Respect peace zone, Sagada folk tell military, NPA
BAUKO, Mountain Province — War was supposed to be taboo in the popular tourist town of Sagada, which its leaders had declared a peace zone in 1989 after three youngsters were killed in the crossfire between soldiers and New People’s Army (NPA) rebels.
But while the government and the NPA recognized the community decision, both camps had accused each other of violating it.
A skirmish on June 5 on Mt. Sipitan in the village of Aguid was a breach of the peace zone by rebels who had set up camp near the area, according to Senior Supt. Allen Ocden, Mountain Province police director.
A team of policemen was ambushed by 50 rebels when they investigated reported sightings of armed men on Tuesday. The clash left a policeman, PO2 Henry Dion, dead and 11 others wounded.
Ocden said evidence suggested some residents might be linked to communist rebels in the area.
Supt. Joseph Bangcawayan Cayat, who was among the wounded, said the police operation was prompted by a tip from civilians.

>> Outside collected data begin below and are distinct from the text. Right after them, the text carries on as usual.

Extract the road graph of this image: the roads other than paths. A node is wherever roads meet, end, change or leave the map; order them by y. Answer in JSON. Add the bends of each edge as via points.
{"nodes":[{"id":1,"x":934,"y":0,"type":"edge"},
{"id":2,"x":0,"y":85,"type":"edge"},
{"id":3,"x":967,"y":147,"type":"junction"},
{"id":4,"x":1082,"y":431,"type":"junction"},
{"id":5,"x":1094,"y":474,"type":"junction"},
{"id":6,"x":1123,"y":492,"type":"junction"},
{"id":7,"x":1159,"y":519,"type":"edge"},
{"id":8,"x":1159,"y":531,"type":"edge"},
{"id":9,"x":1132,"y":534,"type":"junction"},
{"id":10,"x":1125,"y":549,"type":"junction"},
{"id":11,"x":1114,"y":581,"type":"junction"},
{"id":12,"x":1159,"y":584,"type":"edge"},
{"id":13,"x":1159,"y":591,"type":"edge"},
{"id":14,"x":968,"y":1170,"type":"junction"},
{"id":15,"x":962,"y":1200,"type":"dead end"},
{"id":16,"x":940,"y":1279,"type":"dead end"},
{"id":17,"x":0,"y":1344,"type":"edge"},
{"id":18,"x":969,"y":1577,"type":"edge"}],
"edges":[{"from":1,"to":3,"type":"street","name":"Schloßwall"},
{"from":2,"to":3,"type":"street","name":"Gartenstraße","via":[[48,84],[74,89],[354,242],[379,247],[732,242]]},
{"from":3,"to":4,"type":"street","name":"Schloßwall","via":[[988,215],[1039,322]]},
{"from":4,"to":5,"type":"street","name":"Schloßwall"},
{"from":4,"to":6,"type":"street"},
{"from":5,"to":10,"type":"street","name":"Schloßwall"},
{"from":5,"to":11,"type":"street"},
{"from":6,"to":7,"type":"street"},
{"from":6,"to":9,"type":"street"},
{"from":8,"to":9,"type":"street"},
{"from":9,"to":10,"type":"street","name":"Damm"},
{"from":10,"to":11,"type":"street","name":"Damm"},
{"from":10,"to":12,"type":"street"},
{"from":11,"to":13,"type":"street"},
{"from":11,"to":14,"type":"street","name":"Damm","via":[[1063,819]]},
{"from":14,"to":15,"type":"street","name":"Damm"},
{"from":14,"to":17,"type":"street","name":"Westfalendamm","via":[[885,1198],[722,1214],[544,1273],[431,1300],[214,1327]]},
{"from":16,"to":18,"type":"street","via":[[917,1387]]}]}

Cayat, a native of Sagada, said parts of Aguid had been turned into a training ground of rebels from nearby villages and towns.
Policemen, who pursued the armed men, also said they saw foreigners fleeing from Mt. Sipitan.
The NPA Leonardo Pacsi Command, which operates in Mountain Province and Abra, claimed responsibility for the ambush.
Its spokesperson, Magno Udyaw, said the attack was “a message” for the police and military not to enter “our areas.”
Rebels also blamed the government for “using the peace zone as the expedient” excuse for defeats suffered by police and military.
“They are the ones violating this one-sided declaration,” said a June 6 statement of the NPA Cordillera People’s Democratic Front.
“The people of this place know fully well that there was never a time that the area had been spared from combat operations,” it added.
Caught in the back-and-forth accusations were Sagada residents who demanded that the peace zone be honored.
“Have mercy on the people. We want peace. Sagada has been tarnished again,” said Francis Degay, whose son-in-law, a soldier, was killed in a clash with NPA in the village of Antadao in 2014.
“Where has the peace zone gone?” he said.